Jakov Katuša

Personal information
- Date of birth: 29 December 2000 (age 25)
- Place of birth: Zadar, Croatia
- Height: 1.85 m (6 ft 1 in)
- Position: Winger

Team information
- Current team: Balestier Khalsa FC
- Number: 22

Youth career
- 0000–2014: NK Zadar
- 2014–2015: NK Murvica
- 2015–2016: NK Zadar
- 2016: NK Primorac 1929
- 2016–2019: NK Zadar

Senior career*
- Years: Team / Apps / (Gls)
- 2018–2019: NK Zadar / 7 / (0)
- 2019–2020: NK Slaven Belupo II
- 2020: HNK Zadar
- 2020–2021: NK Mladost Ždralovi
- 2021: ND Beltinci / 7 / (2)
- 2021–2022: NK Fužinar / 25 / (9)
- 2022–2023: NK Aluminij / 41 / (6)
- 2024: ND Beltinci / 12 / (4)
- 2024–2025: CSM Ceahlăul Piatra Neamț / 8 / (0)
- 2025–: Balestier Khalsa FC / 20 / (6)

= Jakov Katuša =

Croatian footballer (born 2000)

Jakov Katuša (born 29 December 2000) is a Croatian professional footballer who plays as a winger for Balestier Khalsa FC.

==Early life==
Katuša was born on 29 December 2000 in Zadar, Croatia. A native of the city, he is the son of Croatian footballer Velimir Katuša.

==Career==
As a youth player, Katuša joined the youth academy of Croatian side NK Zadar in 2016 and was promoted to the club's senior team in 2018, where he made seven league appearances and scored zero goals. Following his stint there, he signed for Slovenian side ND Beltinci in 2021, where he made seven league appearances and scored two goals.

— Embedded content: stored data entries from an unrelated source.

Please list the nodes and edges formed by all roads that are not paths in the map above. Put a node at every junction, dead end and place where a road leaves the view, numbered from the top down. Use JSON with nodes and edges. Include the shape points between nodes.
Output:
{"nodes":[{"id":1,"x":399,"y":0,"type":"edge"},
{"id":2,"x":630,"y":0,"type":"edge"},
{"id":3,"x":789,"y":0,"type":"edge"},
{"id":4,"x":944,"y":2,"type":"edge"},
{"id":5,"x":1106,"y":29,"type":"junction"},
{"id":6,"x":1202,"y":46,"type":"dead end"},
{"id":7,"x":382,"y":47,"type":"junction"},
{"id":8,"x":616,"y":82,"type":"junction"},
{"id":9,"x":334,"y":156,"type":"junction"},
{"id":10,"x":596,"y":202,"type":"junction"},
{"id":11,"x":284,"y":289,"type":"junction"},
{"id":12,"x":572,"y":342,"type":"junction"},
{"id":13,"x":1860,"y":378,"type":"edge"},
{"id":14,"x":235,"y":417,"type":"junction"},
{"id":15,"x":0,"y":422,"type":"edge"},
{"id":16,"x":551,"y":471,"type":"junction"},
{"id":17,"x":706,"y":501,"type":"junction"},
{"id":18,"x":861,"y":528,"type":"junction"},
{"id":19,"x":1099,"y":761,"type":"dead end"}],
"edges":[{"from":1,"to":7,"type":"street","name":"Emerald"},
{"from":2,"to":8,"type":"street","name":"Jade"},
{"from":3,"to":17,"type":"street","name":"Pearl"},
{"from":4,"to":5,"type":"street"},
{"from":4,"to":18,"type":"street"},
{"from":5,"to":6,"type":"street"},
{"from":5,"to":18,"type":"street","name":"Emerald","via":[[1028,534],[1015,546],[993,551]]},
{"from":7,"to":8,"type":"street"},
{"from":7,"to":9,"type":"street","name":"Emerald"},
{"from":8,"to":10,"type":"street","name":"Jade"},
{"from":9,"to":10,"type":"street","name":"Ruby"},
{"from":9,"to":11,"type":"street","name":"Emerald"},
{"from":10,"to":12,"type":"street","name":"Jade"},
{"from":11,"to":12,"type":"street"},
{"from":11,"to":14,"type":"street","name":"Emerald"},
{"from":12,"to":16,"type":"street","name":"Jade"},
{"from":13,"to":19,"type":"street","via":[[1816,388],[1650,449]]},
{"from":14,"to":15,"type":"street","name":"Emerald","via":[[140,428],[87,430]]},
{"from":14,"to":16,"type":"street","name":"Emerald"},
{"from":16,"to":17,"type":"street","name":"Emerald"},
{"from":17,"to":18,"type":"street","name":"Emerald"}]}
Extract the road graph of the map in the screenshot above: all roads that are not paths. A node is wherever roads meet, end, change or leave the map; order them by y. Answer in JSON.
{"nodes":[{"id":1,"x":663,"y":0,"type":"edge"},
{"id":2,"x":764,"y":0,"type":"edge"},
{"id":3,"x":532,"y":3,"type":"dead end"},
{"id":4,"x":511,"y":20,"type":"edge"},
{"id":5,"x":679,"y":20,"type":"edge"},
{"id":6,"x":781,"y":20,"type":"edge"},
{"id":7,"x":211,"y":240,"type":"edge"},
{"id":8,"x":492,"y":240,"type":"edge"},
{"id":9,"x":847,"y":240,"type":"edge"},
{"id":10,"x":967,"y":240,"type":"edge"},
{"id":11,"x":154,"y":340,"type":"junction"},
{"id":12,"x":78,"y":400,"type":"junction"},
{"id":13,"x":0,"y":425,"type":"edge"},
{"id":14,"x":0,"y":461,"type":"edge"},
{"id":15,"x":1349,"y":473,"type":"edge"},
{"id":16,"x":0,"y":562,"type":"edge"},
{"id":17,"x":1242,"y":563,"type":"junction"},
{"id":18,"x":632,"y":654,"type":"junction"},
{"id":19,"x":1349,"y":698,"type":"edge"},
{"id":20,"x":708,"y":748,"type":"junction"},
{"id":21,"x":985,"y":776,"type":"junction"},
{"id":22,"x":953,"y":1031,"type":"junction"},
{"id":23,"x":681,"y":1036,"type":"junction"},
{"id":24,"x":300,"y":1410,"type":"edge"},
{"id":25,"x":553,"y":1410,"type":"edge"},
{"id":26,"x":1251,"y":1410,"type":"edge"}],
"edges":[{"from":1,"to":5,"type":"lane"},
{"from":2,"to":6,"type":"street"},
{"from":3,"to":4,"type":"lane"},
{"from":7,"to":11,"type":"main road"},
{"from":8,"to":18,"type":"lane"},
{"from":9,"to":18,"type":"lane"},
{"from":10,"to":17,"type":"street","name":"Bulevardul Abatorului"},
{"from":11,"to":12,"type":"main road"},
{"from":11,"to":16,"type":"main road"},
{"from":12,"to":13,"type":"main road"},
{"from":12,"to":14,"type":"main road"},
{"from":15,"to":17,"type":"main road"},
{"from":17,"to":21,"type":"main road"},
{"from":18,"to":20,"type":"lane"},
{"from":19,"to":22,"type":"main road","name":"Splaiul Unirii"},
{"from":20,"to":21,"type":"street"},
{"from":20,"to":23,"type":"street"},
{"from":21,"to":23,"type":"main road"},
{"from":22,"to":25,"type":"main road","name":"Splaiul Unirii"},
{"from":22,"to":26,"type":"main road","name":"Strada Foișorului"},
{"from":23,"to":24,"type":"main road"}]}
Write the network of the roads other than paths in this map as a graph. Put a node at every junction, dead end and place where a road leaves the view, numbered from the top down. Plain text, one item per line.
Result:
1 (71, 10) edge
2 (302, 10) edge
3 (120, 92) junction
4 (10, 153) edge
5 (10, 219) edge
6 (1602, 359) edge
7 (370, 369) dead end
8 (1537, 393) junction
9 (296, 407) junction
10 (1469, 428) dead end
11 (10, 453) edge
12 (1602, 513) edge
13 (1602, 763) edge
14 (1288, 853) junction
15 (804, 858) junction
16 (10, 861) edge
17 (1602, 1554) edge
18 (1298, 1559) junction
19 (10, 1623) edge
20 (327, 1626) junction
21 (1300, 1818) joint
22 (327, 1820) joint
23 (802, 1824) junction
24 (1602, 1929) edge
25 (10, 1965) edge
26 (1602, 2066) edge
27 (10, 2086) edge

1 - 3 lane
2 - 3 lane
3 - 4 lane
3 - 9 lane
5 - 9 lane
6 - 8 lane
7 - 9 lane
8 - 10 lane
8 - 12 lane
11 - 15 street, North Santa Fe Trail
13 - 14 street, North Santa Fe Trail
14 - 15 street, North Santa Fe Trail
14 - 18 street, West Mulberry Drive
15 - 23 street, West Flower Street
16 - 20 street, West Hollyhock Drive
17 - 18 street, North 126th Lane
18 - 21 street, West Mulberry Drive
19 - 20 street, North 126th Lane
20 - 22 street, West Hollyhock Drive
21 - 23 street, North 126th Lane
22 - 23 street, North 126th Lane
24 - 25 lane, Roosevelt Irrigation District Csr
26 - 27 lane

During the summer of 2024, he signed for Romanian side CSM Ceahlăul Piatra Neamț, where he made eight league appearances and scored zero goals. Ahead of the 2025–26 season, he signed for Singaporean side Balestier Khalsa FC.

==Style of play==
Katuša plays as a winger. Singaporean newspaper The Straits Times wrote in 2026 that he "has a keen eye for a penetrative pass and long-range shots".